I used my Pampered Chef melon baller to make balls of honeydew for the flower “stems”. As you can see if you look closely at the bouquet, my “balling” skills can use some work…some balls turned out better than others.
Here’s my set-up before I began: honeydew balls, washed grapes and cherries, watermelon ready to go in the bowl with more waiting to be sliced, peeled pineapple (although I feel like peeled is not the right word, as you can’t really peel a pineapple, but you know what I mean – outside off), flower cookie cutters ready to go.
This was a really fun project.

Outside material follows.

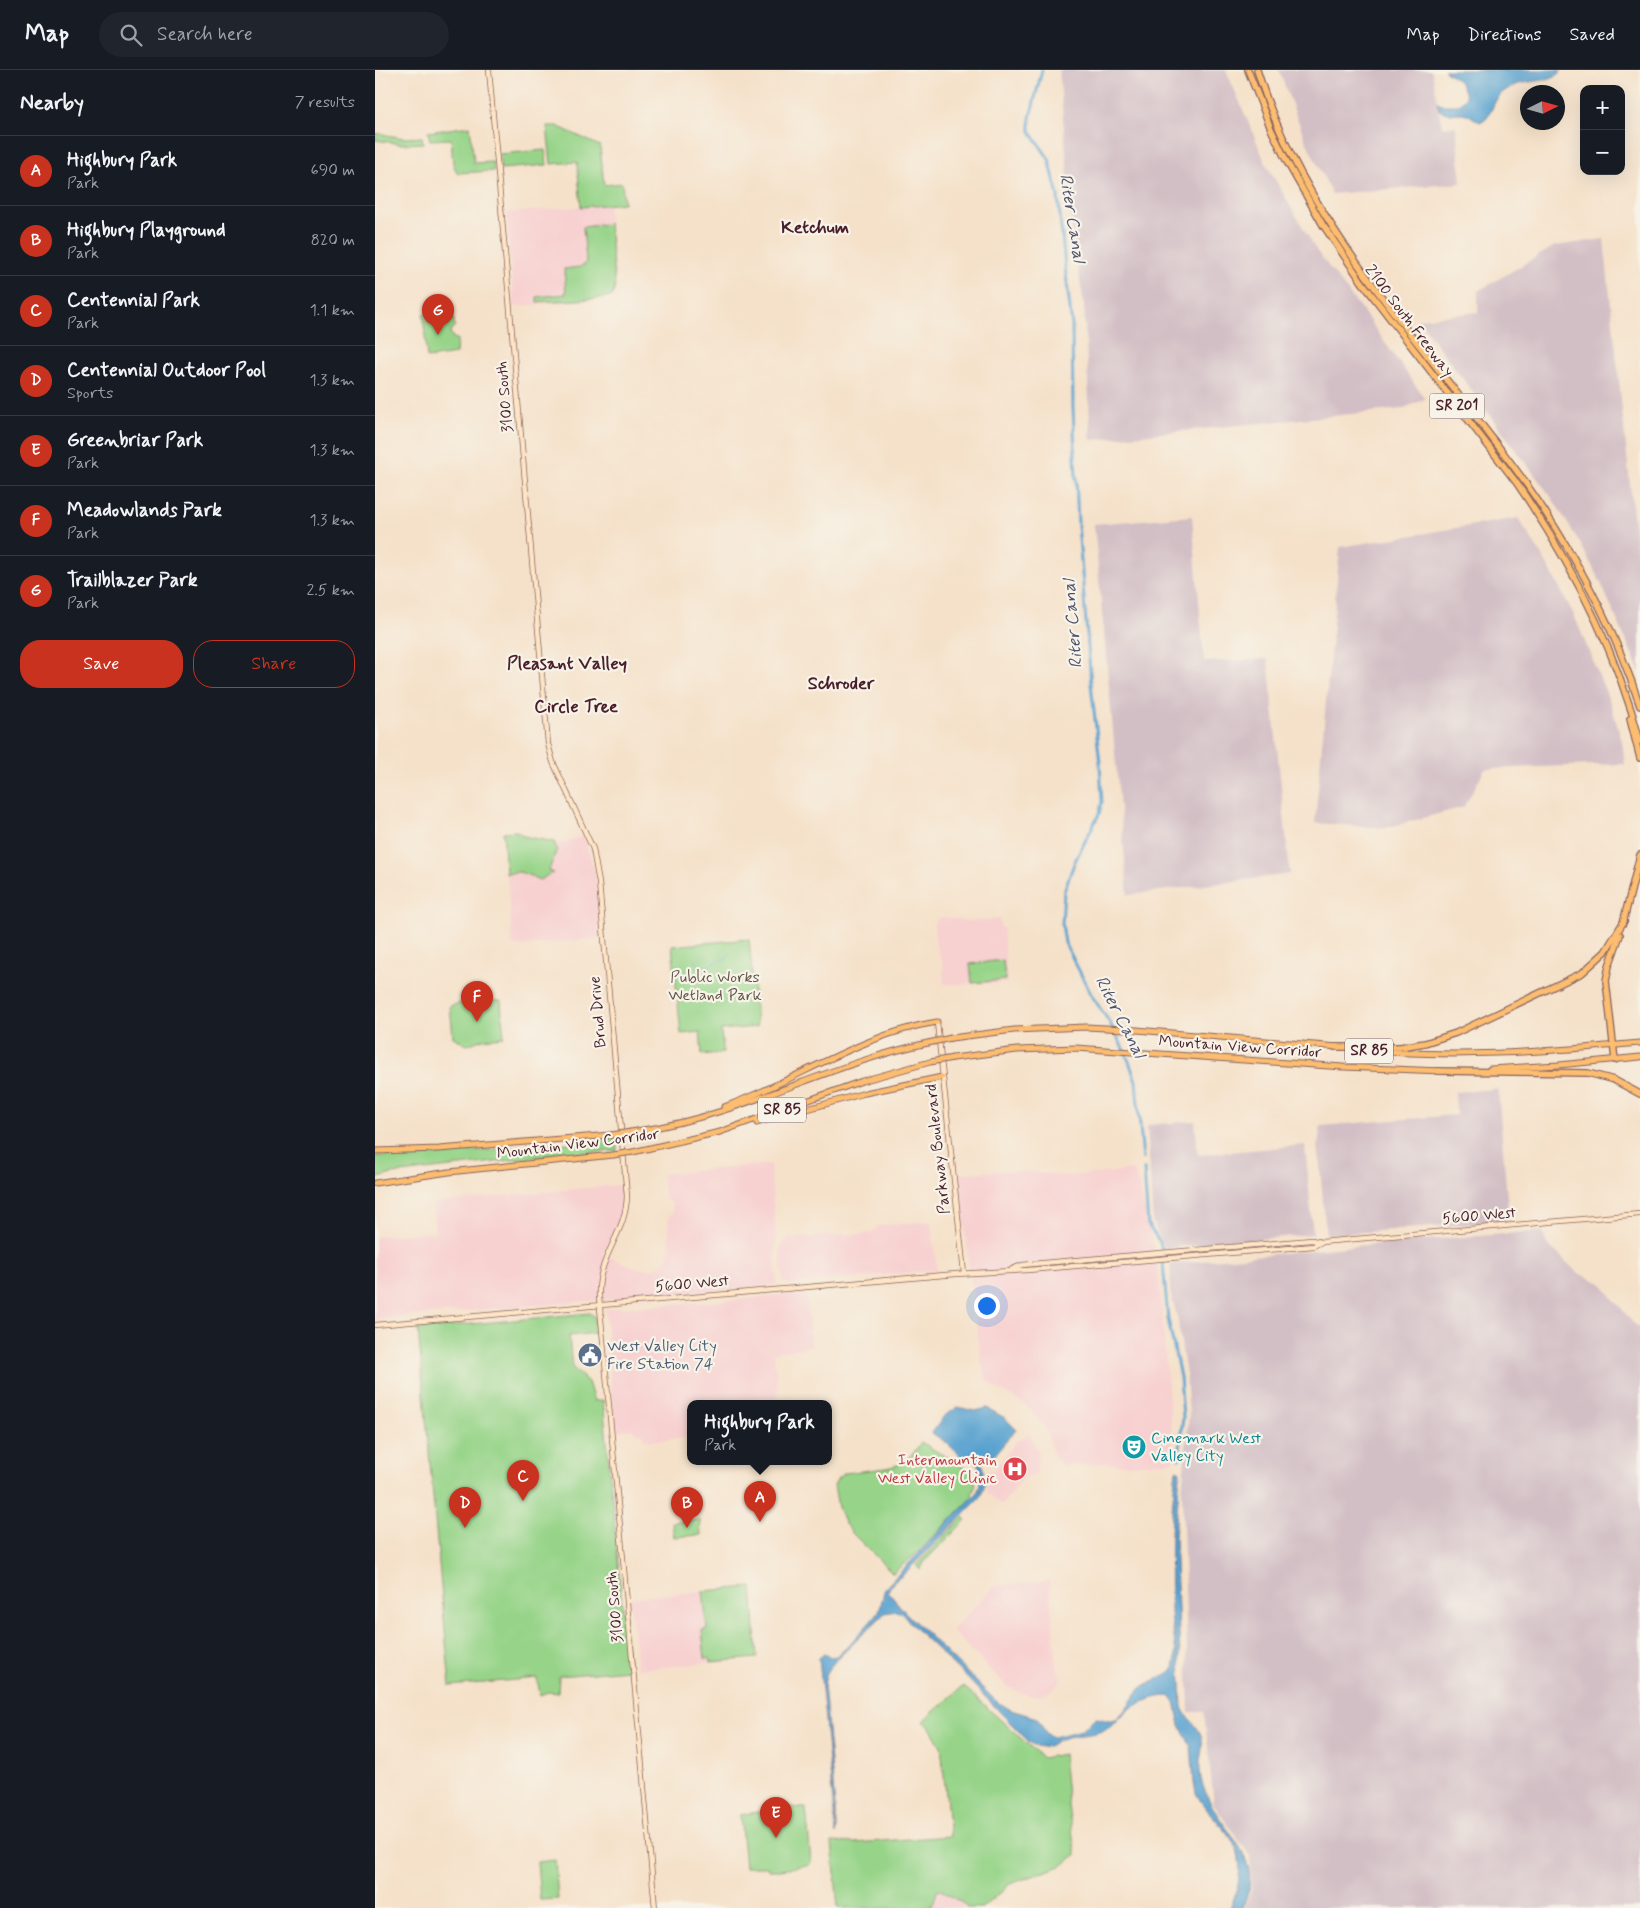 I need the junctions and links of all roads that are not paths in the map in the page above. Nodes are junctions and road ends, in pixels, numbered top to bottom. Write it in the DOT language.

I used various sizes of cookie cutters to make different-sized flowers, threading a few melon balls and/or grapes on a skewer for “stems,” then adding a flower topper. There were a couple all grape skewers, as well as some with just grapes and melon chunks. Once I had stuck all the fruit in my watermelon anchor, I topped it off with fresh, local cherries. It was a hit with kids and adults alike – who says healthy food is boring?!

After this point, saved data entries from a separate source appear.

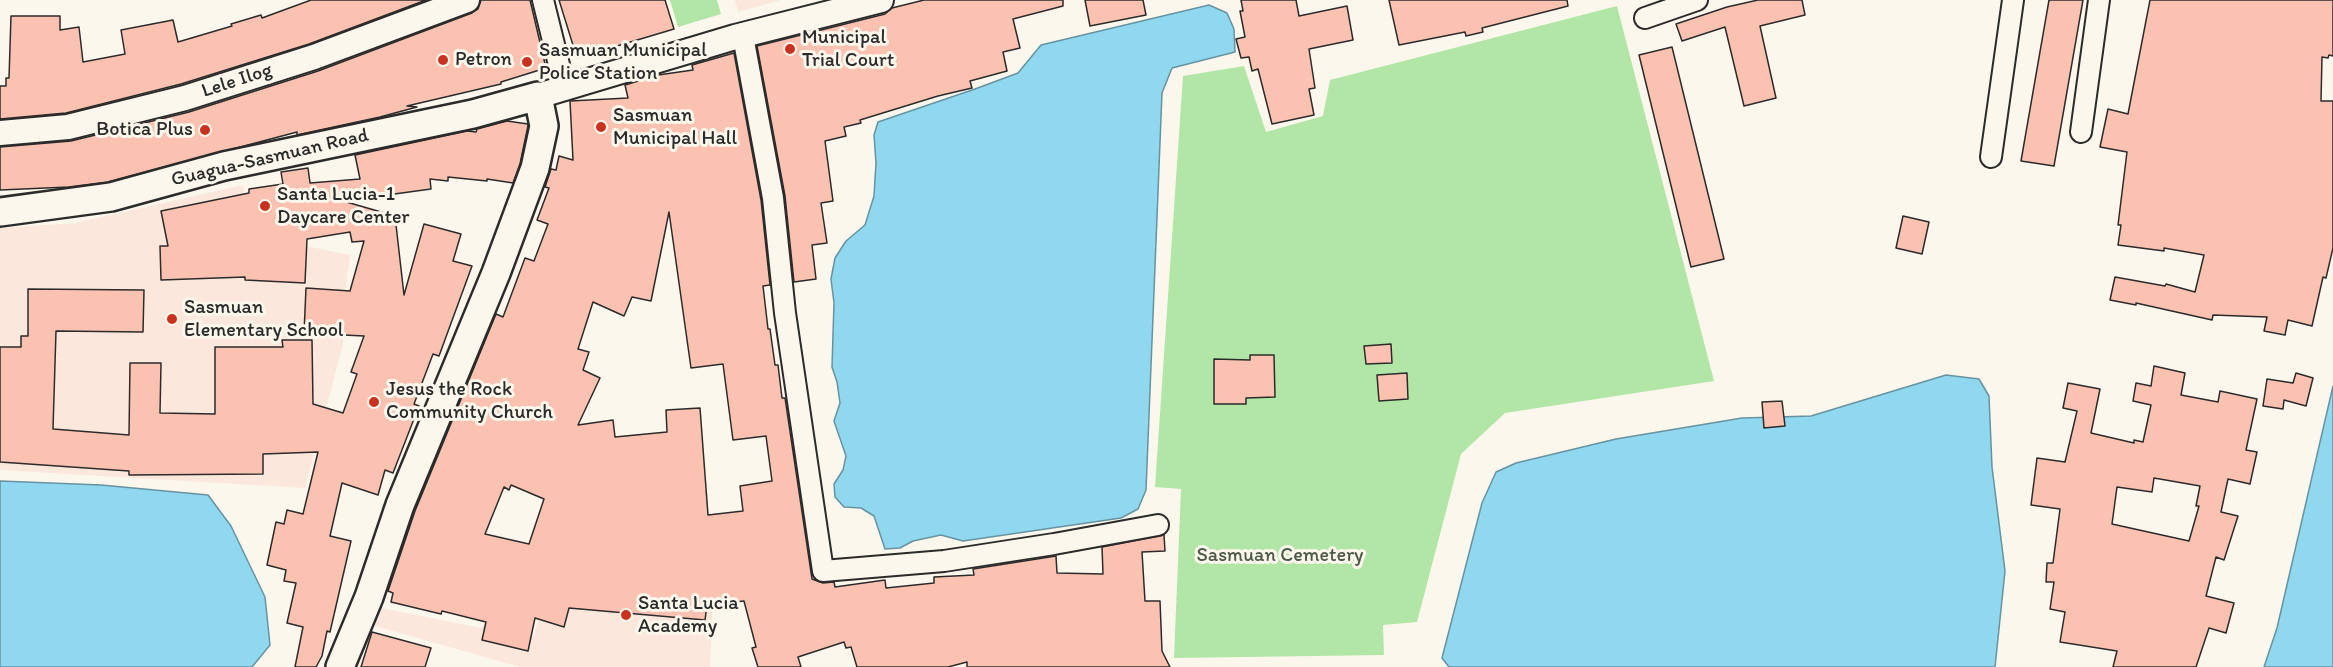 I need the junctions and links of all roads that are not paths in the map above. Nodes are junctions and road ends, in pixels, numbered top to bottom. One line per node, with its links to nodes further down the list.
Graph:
1 (467, 0): 12 (street, Lele Ilog)
2 (543, 0): 9 (street)
3 (881, 0): 8 (street)
4 (1697, 0): 7 (street)
5 (2013, 0): 13 (street)
6 (2099, 0): 11 (street)
7 (1645, 18)
8 (743, 36): 9 (street); 15 (street)
9 (565, 89): 10 (street)
10 (538, 96): 14 (main road, Guagua-Sasmuan Road); 16 (main road)
11 (2081, 132)
12 (0, 133)
13 (1991, 157)
14 (0, 212)
15 (1158, 525)
16 (340, 667)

I have a lot of odd-shaped fruit chunks in my fridge, so I see maybe a variation on Katie’s fruit salsa and perhaps some delicious fruity drinks in my future….any other suggestions? Perhaps another feta/watermelon salad?…maybe I’ll add honeydew, just to live on the edge.

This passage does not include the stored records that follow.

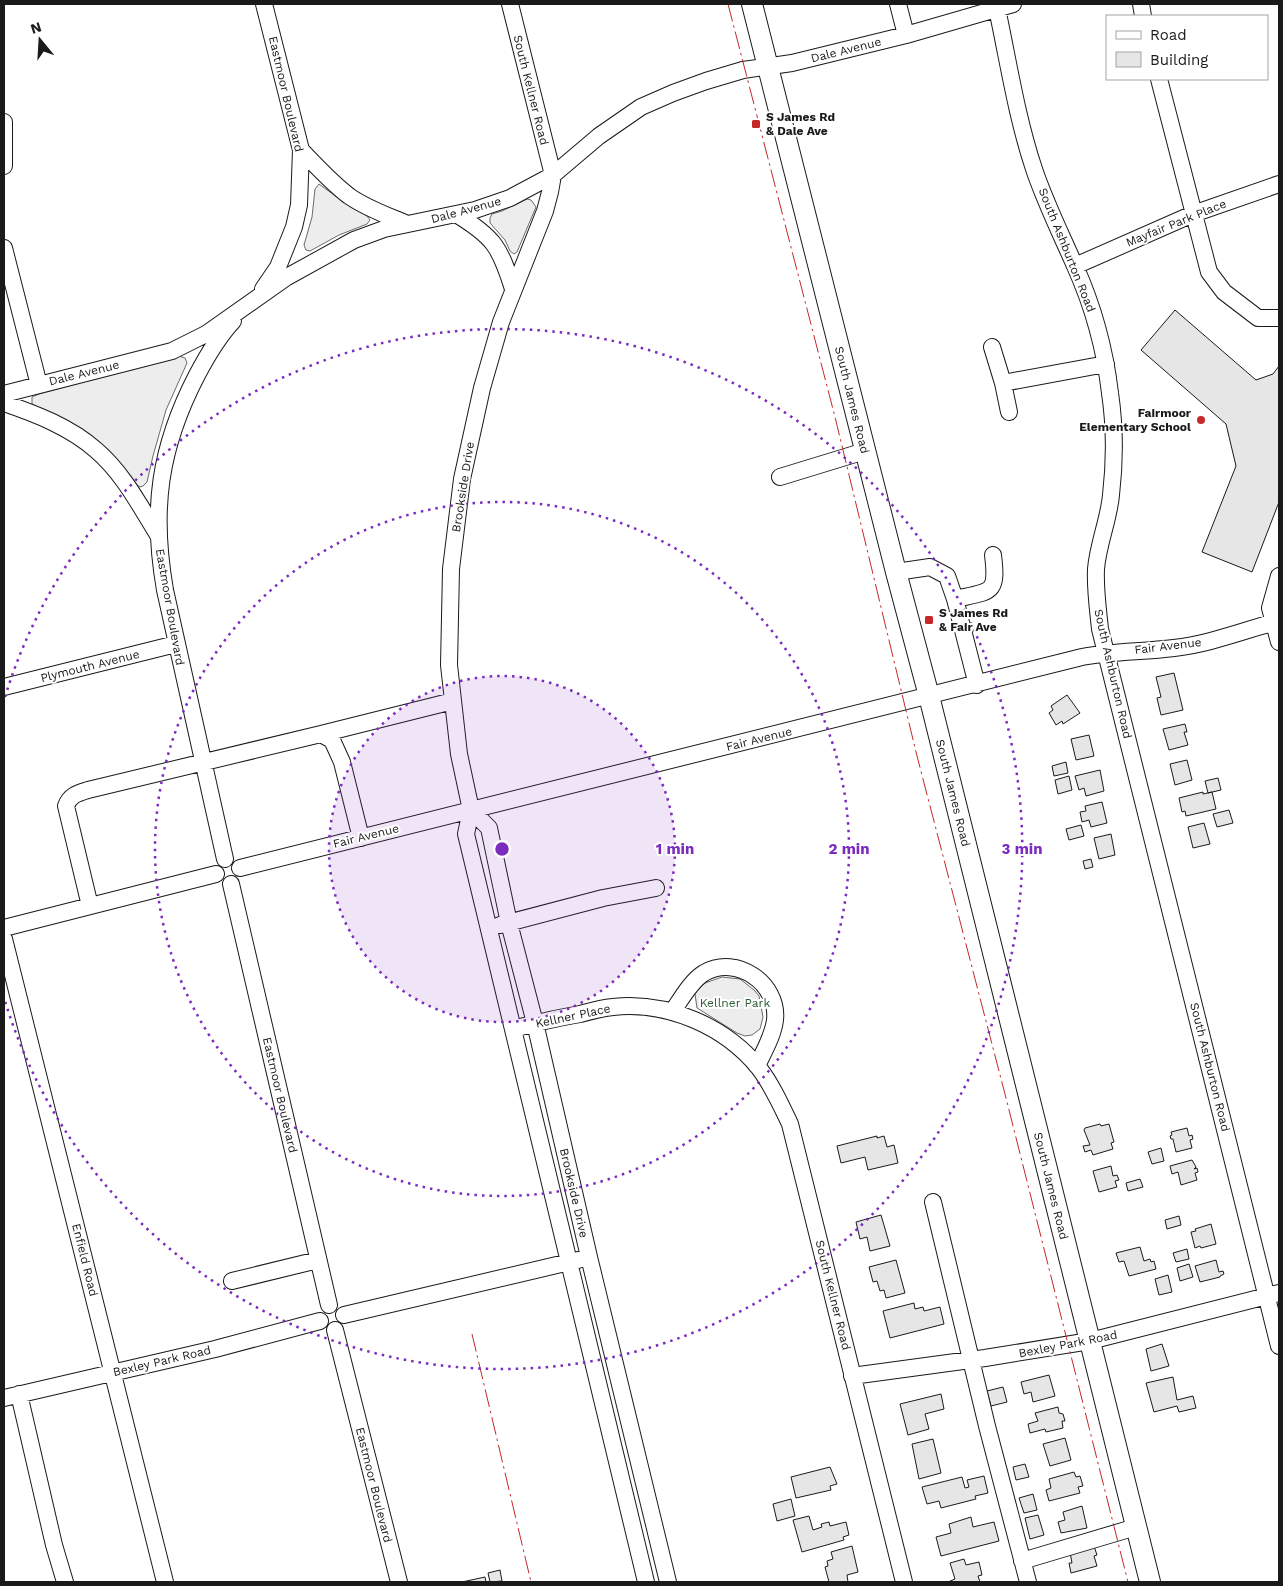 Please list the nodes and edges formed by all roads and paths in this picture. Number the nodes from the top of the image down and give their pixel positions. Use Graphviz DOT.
graph roads {
  1 [pos="264,4"];
  2 [pos="510,4"];
  3 [pos="752,4"];
  4 [pos="898,4"];
  5 [pos="1013,4"];
  6 [pos="996,6"];
  7 [pos="906,35"];
  8 [pos="768,66"];
  9 [pos="1159,80"];
  10 [pos="4,122"];
  11 [pos="301,150"];
  12 [pos="4,166"];
  13 [pos="553,175"];
  14 [pos="1279,184"];
  15 [pos="456,214"];
  16 [pos="1193,214"];
  17 [pos="405,223"];
  18 [pos="4,248"];
  19 [pos="1075,266"];
  20 [pos="513,289"];
  21 [pos="250,304"];
  22 [pos="1279,318"];
  23 [pos="992,347"];
  24 [pos="1106,364"];
  25 [pos="1003,383"];
  26 [pos="39,384"];
  27 [pos="4,394"];
  28 [pos="4,403"];
  29 [pos="1009,412"];
  30 [pos="865,451"];
  31 [pos="780,477"];
  32 [pos="158,535"];
  33 [pos="993,555"];
  34 [pos="896,572"];
  35 [pos="1279,576"];
  36 [pos="955,599"];
  37 [pos="1277,622"];
  38 [pos="1279,642"];
  39 [pos="176,644"];
  40 [pos="1106,652"];
  41 [pos="977,685"];
  42 [pos="4,687"];
  43 [pos="929,696"];
  44 [pos="453,701"];
  45 [pos="321,734"];
  46 [pos="203,762"];
  47 [pos="471,810"];
  48 [pos="361,838"];
  49 [pos="225,859"];
  50 [pos="240,868"];
  51 [pos="216,874"];
  52 [pos="231,884"];
  53 [pos="656,888"];
  54 [pos="90,906"];
  55 [pos="509,923"];
  56 [pos="4,928"];
  57 [pos="488,928"];
  58 [pos="4,939"];
  59 [pos="673,1011"];
  60 [pos="536,1023"];
  61 [pos="513,1029"];
  62 [pos="718,1032"];
  63 [pos="757,1066"];
  64 [pos="558,1128"];
  65 [pos="538,1132"];
  66 [pos="933,1202"];
  67 [pos="589,1257"];
  68 [pos="318,1260"];
  69 [pos="569,1262"];
  70 [pos="232,1281"];
  71 [pos="1273,1295"];
  72 [pos="329,1306"];
  73 [pos="344,1315"];
  74 [pos="320,1322"];
  75 [pos="335,1330"];
  76 [pos="1090,1342"];
  77 [pos="1279,1346"];
  78 [pos="971,1360"];
  79 [pos="113,1372"];
  80 [pos="852,1376"];
  81 [pos="11,1396"];
  82 [pos="640,1469"];
  83 [pos="620,1473"];
  84 [pos="1136,1527"];
  85 [pos="1022,1561"];
  86 [pos="65,1582"];
  87 [pos="164,1582"];
  88 [pos="399,1582"];
  89 [pos="646,1582"];
  90 [pos="668,1582"];
  91 [pos="904,1582"];
  92 [pos="1028,1582"];
  93 [pos="1150,1582"];
  1 -- 11 [label="street, Eastmoor Boulevard"];
  2 -- 13 [label="street, South Kellner Road"];
  3 -- 8 [label="main road, South James Road"];
  4 -- 7 [label="street"];
  5 -- 6 [label="street, Dale Avenue"];
  6 -- 7 [label="street, Dale Avenue"];
  6 -- 19 [label="street, South Ashburton Road"];
  7 -- 8 [label="street, Dale Avenue"];
  8 -- 13 [label="street, Dale Avenue"];
  8 -- 30 [label="main road, South James Road"];
  9 -- 16 [label="street"];
  10 -- 12 [label="street"];
  11 -- 17 [label="street"];
  11 -- 21 [label="street, Eastmoor Boulevard"];
  13 -- 15 [label="street, Dale Avenue"];
  13 -- 20 [label="street, Brookside Drive"];
  14 -- 16 [label="street, Mayfair Park Place"];
  15 -- 17 [label="street, Dale Avenue"];
  15 -- 20 [label="street"];
  16 -- 19 [label="street, Mayfair Park Place"];
  16 -- 22 [label="street"];
  17 -- 21 [label="street, Dale Avenue"];
  18 -- 26 [label="street"];
  19 -- 24 [label="street, South Ashburton Road"];
  20 -- 44 [label="street, Brookside Drive"];
  21 -- 26 [label="street, Dale Avenue"];
  21 -- 32 [label="street, Eastmoor Boulevard"];
  23 -- 25 [label="street"];
  24 -- 25 [label="street"];
  24 -- 40 [label="street, South Ashburton Road"];
  25 -- 29 [label="street"];
  26 -- 27 [label="street, Dale Avenue"];
  28 -- 32 [label="street"];
  30 -- 31 [label="street"];
  30 -- 34 [label="main road, South James Road"];
  32 -- 39 [label="street, Eastmoor Boulevard"];
  33 -- 36 [label="street"];
  34 -- 36 [label="street"];
  34 -- 43 [label="main road, South James Road"];
  35 -- 37 [label="street"];
  36 -- 41 [label="street"];
  37 -- 38 [label="street"];
  37 -- 40 [label="street, Fair Avenue"];
  39 -- 42 [label="street, Plymouth Avenue"];
  39 -- 46 [label="street, Eastmoor Boulevard"];
  40 -- 41 [label="street, Fair Avenue"];
  40 -- 71 [label="street, South Ashburton Road"];
  41 -- 43 [label="street, Fair Avenue"];
  43 -- 47 [label="street, Fair Avenue"];
  43 -- 76 [label="main road, South James Road"];
  44 -- 45 [label="street"];
  44 -- 47 [label="street, Brookside Drive"];
  45 -- 46 [label="street"];
  45 -- 48 [label="street"];
  46 -- 49 [label="street, Eastmoor Boulevard"];
  46 -- 54 [label="street"];
  47 -- 48 [label="street, Fair Avenue"];
  47 -- 55 [label="street, Brookside Drive"];
  47 -- 57 [label="street, Brookside Drive"];
  48 -- 50 [label="street, Fair Avenue"];
  49 -- 50 [label="street"];
  49 -- 51 [label="street"];
  50 -- 52 [label="street"];
  51 -- 52 [label="street"];
  51 -- 54 [label="street"];
  52 -- 68 [label="street, Eastmoor Boulevard"];
  53 -- 55 [label="street"];
  54 -- 56 [label="street"];
  55 -- 57 [label="street"];
  55 -- 60 [label="street, Brookside Drive"];
  57 -- 61 [label="street, Brookside Drive"];
  58 -- 79 [label="street, Enfield Road"];
  59 -- 60 [label="street, Kellner Place"];
  59 -- 62 [label="street, Kellner Place"];
  59 -- 63 [label="street"];
  60 -- 61 [label="street, Kellner Place"];
  60 -- 64 [label="street, Brookside Drive"];
  61 -- 65 [label="street, Brookside Drive"];
  62 -- 63 [label="street, South Kellner Road"];
  63 -- 80 [label="street, South Kellner Road"];
  64 -- 65 [label="street"];
  64 -- 67 [label="street, Brookside Drive"];
  65 -- 69 [label="street, Brookside Drive"];
  66 -- 78 [label="street"];
  67 -- 69 [label="street"];
  67 -- 82 [label="street, Brookside Drive"];
  68 -- 70 [label="street"];
  68 -- 72 [label="street, Eastmoor Boulevard"];
  69 -- 73 [label="street"];
  69 -- 83 [label="street, Brookside Drive"];
  71 -- 76 [label="street, Bexley Park Road"];
  71 -- 77 [label="street, South Ashburton Road"];
  72 -- 73 [label="street"];
  72 -- 74 [label="street"];
  73 -- 75 [label="street"];
  74 -- 75 [label="street"];
  74 -- 79 [label="street, Bexley Park Road"];
  75 -- 88 [label="street, Eastmoor Boulevard"];
  76 -- 78 [label="street, Bexley Park Road"];
  76 -- 84 [label="main road, South James Road"];
  78 -- 80 [label="street, Bexley Park Road"];
  78 -- 85 [label="street"];
  79 -- 81 [label="street, Bexley Park Road"];
  79 -- 87 [label="street, Enfield Road"];
  80 -- 91 [label="street, South Kellner Road"];
  81 -- 86 [label="street"];
  82 -- 83 [label="street"];
  82 -- 90 [label="street, Brookside Drive"];
  83 -- 89 [label="street, Brookside Drive"];
  84 -- 85 [label="street"];
  84 -- 93 [label="main road, South James Road"];
  85 -- 92 [label="street"];
}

You know what else I made? These:
Lemon-Thyme Biscuits. They are from the same Food Network Magazine article as the beans and coleslaw (that means they’re light!) and they are absolutely fantastic! The delicious buttermilk flavour you’d expect, with the added elements of lemon and thyme – I’ll definitely make these again! Here’s the recipe:
Lemon Thyme Biscuits
From Food Network Magazine
- 2 cups all-purpose flour, plus more for dusting
- 2 teaspoons baking powder
- 1/4 teaspoon baking soda
- 2 tablespoons wheat germ
- 1 teaspoon kosher salt, plus more for sprinkling (I used regular old iodized salt in the biscuits, then sprinkled with my fancy-pants sea salt from Winners)
- 1 teaspoon finely grated lemon zest
- 1 teaspoon chopped fresh thyme, plus more for sprinkling
- 4 tablespoons cold unsalted butter, cut into small pieces (I used salted, ‘cause I’m a rebel like that)
- 1 cup buttermilk
Preheat the oven to 425 degrees F. Whisk the flour, baking powder, baking soda, wheat germ, salt, lemon zest and thyme in a medium bowl. Using a pastry blender or your fingers, work the butter into the flour mixture until it is in pea-size pieces. Gently stir in the buttermilk with a wooden spoon until just moistened. The dough will be loose.
Turn the dough out onto a lightly floured surface and knead 3 to 5 times, just until it comes together. (Don’t overknead or the biscuits will be tough.) Roll out to 1/2 inch thick, then cut out biscuits using a floured 2-inch-round cutter. Arrange on an ungreased baking sheet. Reroll the scraps and cut out more biscuits. Brush the tops with water and sprinkle lightly with salt and thyme.
Bake the biscuits until golden brown, 12 to 15 minutes. Serve warm.
Cuttin’ in the butter. Even with only 4 tablespoons (which equals 1/4 cup, FYI), they still had great, flaky biscuit texture…I promise!
Cutting out the biscuits.
You’ll notice that unlike many healthy baking recipes, there is no whole wheat flour, but there is a little wheat germ. I smiled when I bought it, as it reminded me of my childhood…growing up, I would say my family ate pretty healthfully in general. My parents were by no means granola-munching hippies, but we didn’t eat a lot of processed stuff or food from cans. But in what I think was an effort to be more “healthful,” my mom would sprinkle wheat germ on our food from time-to-time….and I can remember HATING IT (sorry mom, but thanks for trying). Needless to say, I didn’t mind it at all in this recipe (just thought I’d share that little nostalgic moment with you all, it’s what wheat germ does to a girl).
1. What’s the most creative thing you’ve ever made in the kitchen?
2. What did your mom do to try and get your to eat healthier growing up?